16. An image forming apparatus comprising:

an image carrier on which an electrostatic latent image is to be formed;

electrostatic latent image forming means for forming the electrostatic latent image on the surface of said image carrier;

developing means for making visible the electrostatic latent image formed on said image carrier by said electrostatic latent image forming means;

transfer means for transferring the image made visible by said developing means to a recording medium;

power supply means supplying an operation voltage to said transfer means;

current detection means for detecting a current value flowing from said power supply means to said transfer means;

comparison means for comparing the current value detected by said current detection means with a corresponding predetermined value; and

control means for controlling the operation of said electrostatic latent image forming means and said power supply means in response to the respective comparison results from said comparison means.

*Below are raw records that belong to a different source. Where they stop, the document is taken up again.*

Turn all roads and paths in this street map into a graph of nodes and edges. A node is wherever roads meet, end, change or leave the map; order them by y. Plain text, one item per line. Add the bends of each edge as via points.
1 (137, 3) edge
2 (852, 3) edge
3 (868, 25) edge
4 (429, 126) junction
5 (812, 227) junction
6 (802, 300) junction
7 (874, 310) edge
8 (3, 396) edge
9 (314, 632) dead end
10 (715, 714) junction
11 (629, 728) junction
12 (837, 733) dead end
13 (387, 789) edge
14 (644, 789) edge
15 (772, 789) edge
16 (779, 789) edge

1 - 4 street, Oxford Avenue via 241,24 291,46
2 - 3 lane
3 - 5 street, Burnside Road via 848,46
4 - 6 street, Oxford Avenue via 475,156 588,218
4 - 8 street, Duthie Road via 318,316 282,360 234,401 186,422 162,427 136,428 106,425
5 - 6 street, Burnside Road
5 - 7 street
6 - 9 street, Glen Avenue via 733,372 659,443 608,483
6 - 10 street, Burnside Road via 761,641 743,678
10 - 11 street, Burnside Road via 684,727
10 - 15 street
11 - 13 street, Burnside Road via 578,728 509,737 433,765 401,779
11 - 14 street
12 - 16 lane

17. An image forming apparatus according to claim 16, further comprising alarming means for signaling states of the current flowing to said transfer means in accordance with the comparison result from said comparison means.

18. An image forming apparatus according to claim 17, wherein, when said comparison means detect that the current value is lower than the corresponding predetermined value, said control means stops the image forming operation of said electrostatic latent image forming means and causes said alarming means to signal that a current flowing to said transfer means is abnormal.

19. An image forming apparatus according to claim 18, wherein said alarming means comprises an operation display unit for displaying the states of the current flowing to said transfer means.

20. An image forming apparatus according to claim 19, wherein said developing means makes visible the electrostatic latent image formed on said image carrier by reversal development.

21. An image forming apparatus according to claim 20, wherein said developing means make visible the electrostatic latent image formed on the surface of said image carrier and cleans said image carrier, so as to remove any developing agent remaining thereon.